Neue Rezensionen zu Kim Walker

Cover des Buches Was wäre Gin ohne Tonic? (ISBN: 9783836921725)

Rezension zu "Was wäre Gin ohne Tonic?" von Kim Walker

Ein LovelyBooks-Nutzer
Tonic - ein Allrounder

Klappentext:

„Wussten Sie, dass Tonic ursprünglich als verdauungsförderndes Getränk genossen wurde? Und dass Chinin, das für den bitteren Geschmack im Tonic sorgt, einst mit Brandy, Rum oder Wein gemischt wurde, und nicht mit Gin, wie viele glauben? Die Autoren Kim Walker und Mark Nesbitt schildern die spannende Geschichte des perlenden Erfrischungsgetränks – von der Entdeckung Chinins, das aus der Rinde des Chinarindenbaum gewonnen wird und das bereits die dortigen Ureinwohner als fiebersenkendes Mittel einsetzten, bis zum ersten Gin Tonic, der von Soldaten des Britischen Empire gemixt wurde. Der Drink ist heute enorm populär, und es sieht nicht danach aus, als ob Gin Tonic jemals wieder aus der Mode käme.“


Gin Tonic....herrlich lecker sagen die Einen und die Anderen mögen ihn gar nicht. Dabei ist ein Tonic Water mehr als nur ein Getränk. Man kann es pur genießen oder gemixt und eben dieser Mix macht es aus. Die beiden Autoren Mark Nesbitt und Kim Walker nehmen es in diesem Buch genau unter die Lupe und entstanden ist dabei dieser unterhaltsame Report. Kurzweilig und mit viel Fachwissen zum Thema Tonic Water, tauchen wir Leser in die Welt u.a. des Gins ein und erleben die Hintergründe ganz genau. Warum schmeckt ein Gin mit Tonic so gut? Was ist Tonic Water überhaupt? Viele Fragen werden hier beantwortet. Das Buch hat man schnell durch und am besten, man genießt dabei einen Gin Tonic.

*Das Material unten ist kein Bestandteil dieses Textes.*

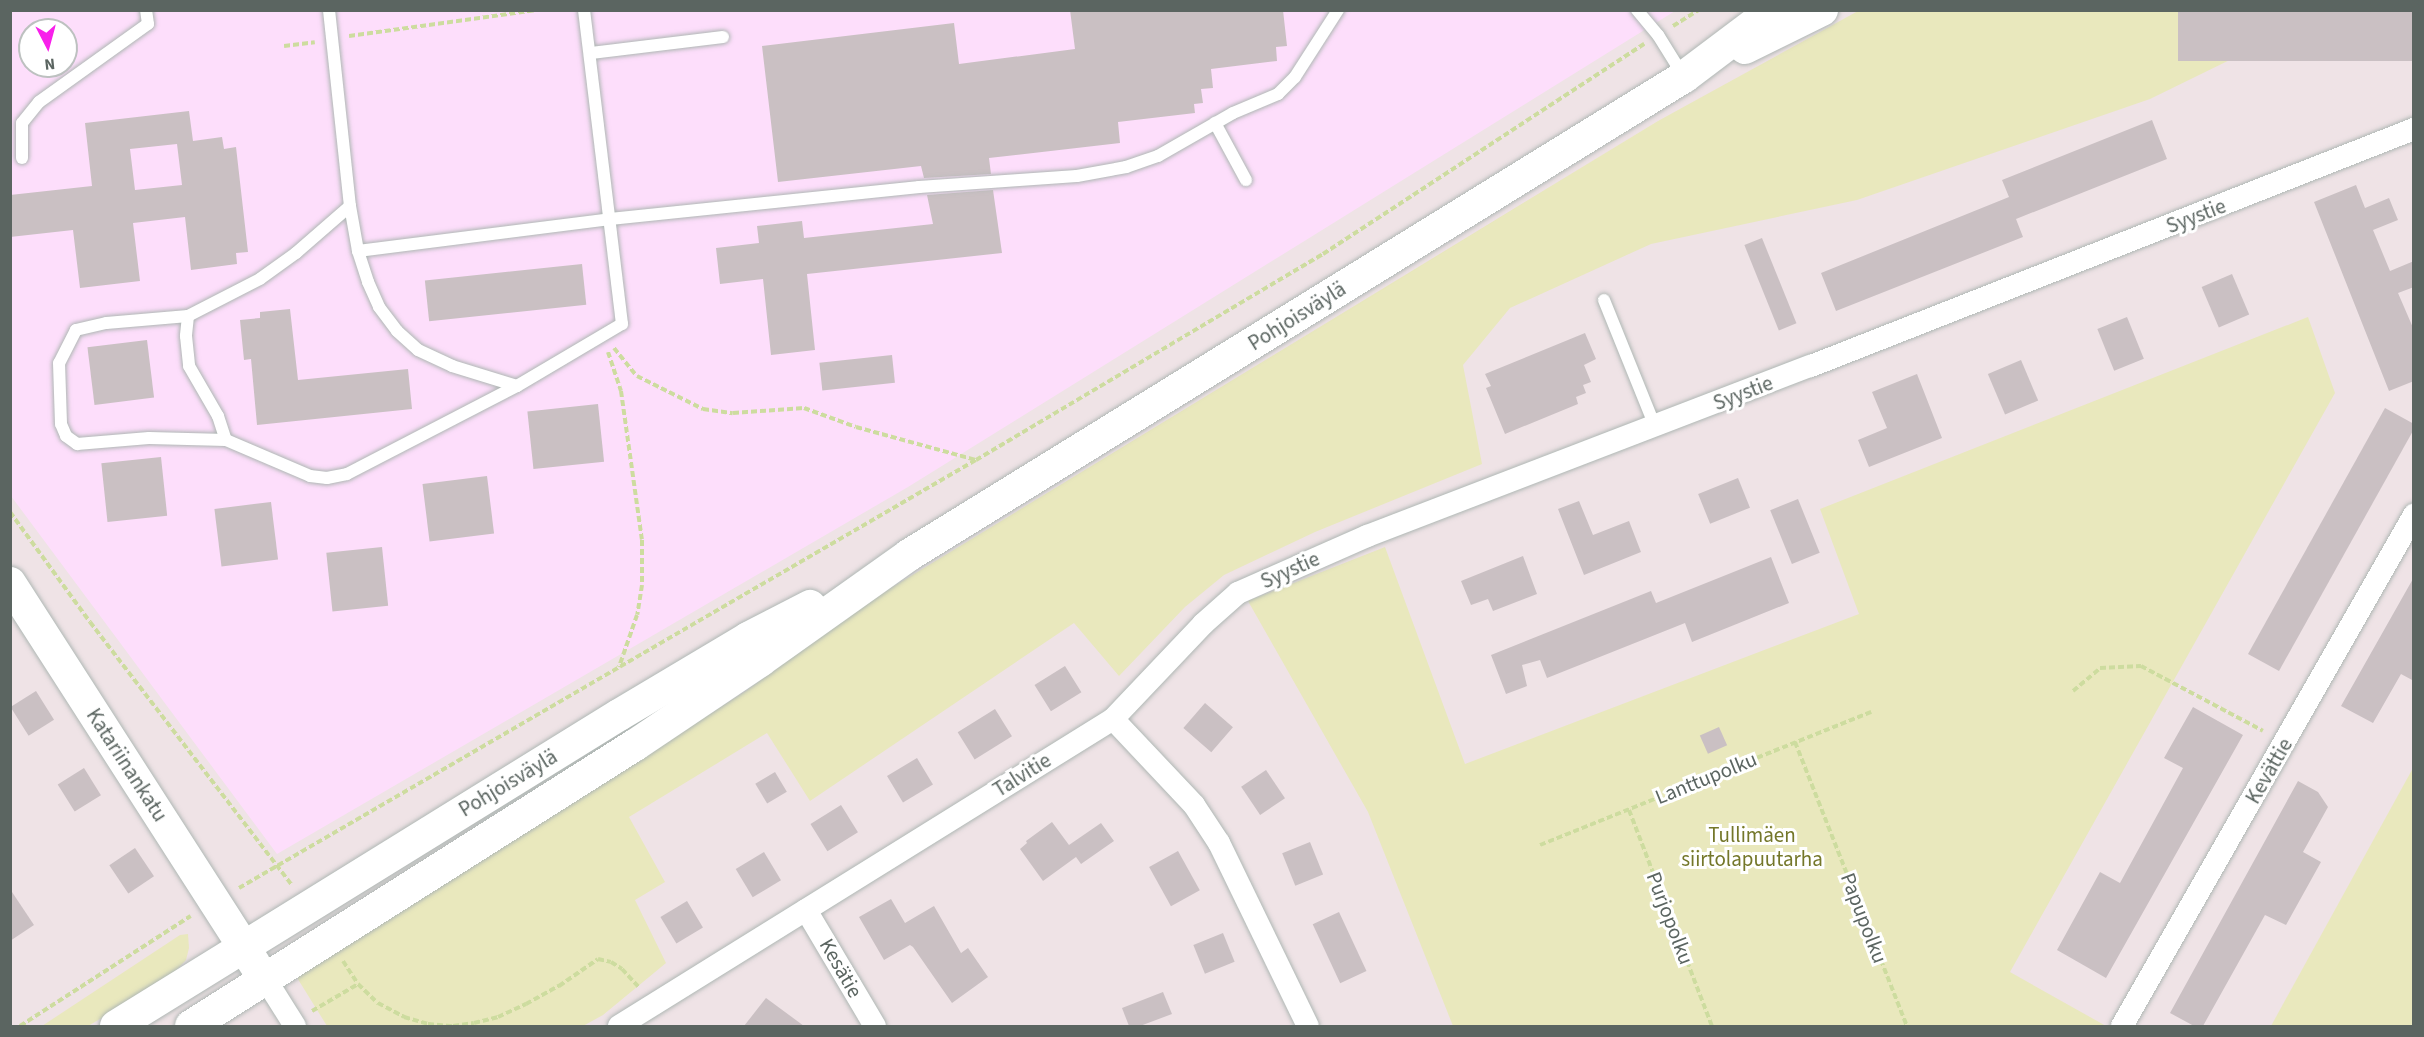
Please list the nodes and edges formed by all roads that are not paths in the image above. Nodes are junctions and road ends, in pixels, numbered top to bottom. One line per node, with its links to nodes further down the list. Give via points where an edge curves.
1 (146, 10): 13 (lane, via 148,24 39,102 22,123)
2 (329, 10): 15 (lane)
3 (584, 10): 9 (lane)
4 (1338, 10): 11 (lane, via 1295,77 1278,94)
5 (1637, 10): 10 (lane)
6 (1773, 10): 10 (main road, Pohjoisväylä)
7 (1822, 10): 10 (main road, Pohjoisväylä)
8 (723, 37): 9 (lane)
9 (591, 53): 16 (lane)
10 (1684, 77): 24 (main road, Pohjoisväylä)
11 (1215, 123): 14 (lane); 16 (lane, via 1147,160 1077,176 919,187)
12 (2411, 136): 21 (street, Syystie)
13 (22, 158)
14 (1246, 180)
15 (350, 206): 17 (lane); 19 (lane, via 260,279)
16 (610, 219): 17 (lane); 20 (lane, via 622,324)
17 (358, 252): 20 (lane, via 380,307 397,331 418,350 452,366)
18 (1604, 300): 21 (lane)
19 (188, 316): 22 (lane, via 189,366 218,416); 22 (lane, via 106,322 76,330 59,363 61,424 66,436 77,444 149,438)
20 (517, 386): 22 (lane, via 347,474 327,478 310,476)
21 (1655, 426): 26 (street, Syystie, via 1367,536 1238,594 1203,624)
22 (226, 440)
23 (2414, 515): 36 (street, Kevättie)
24 (909, 555): 28 (main road, Pohjoisväylä, via 748,638); 29 (main road, Pohjoisväylä, via 635,745)
25 (10, 583): 28 (main road, Katariinankatu)
26 (1113, 719): 27 (street, Talvitie); 35 (street, via 1194,805 1220,843)
27 (806, 910): 33 (street, Talvitie); 34 (street, Kesätie)
28 (244, 947): 29 (main road, Katariinankatu); 31 (main road, Pohjoisväylä)
29 (266, 980): 30 (street); 32 (main road, Pohjoisväylä)
30 (293, 1025)
31 (116, 1026)
32 (191, 1026)
33 (619, 1026)
34 (875, 1026)
35 (1308, 1026)
36 (2122, 1026)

Da merkt man nämlich ganz schnell, das er noch viel besser schmecken wird als ohnehin. Selbst Queen Mum hat auf ihren täglichen Gin Tonic nie verzichtet und die Dame ist bekanntlich sehr alt geworden. Stecken doch im Gin so viele wertvolle Botanicals....aber auch das hier beschriebene Tonic ist sehr besonders.

5 von 5 Sterne hierfür!

Cover des Buches Was wäre Gin ohne Tonic? (ISBN: 9783836921725)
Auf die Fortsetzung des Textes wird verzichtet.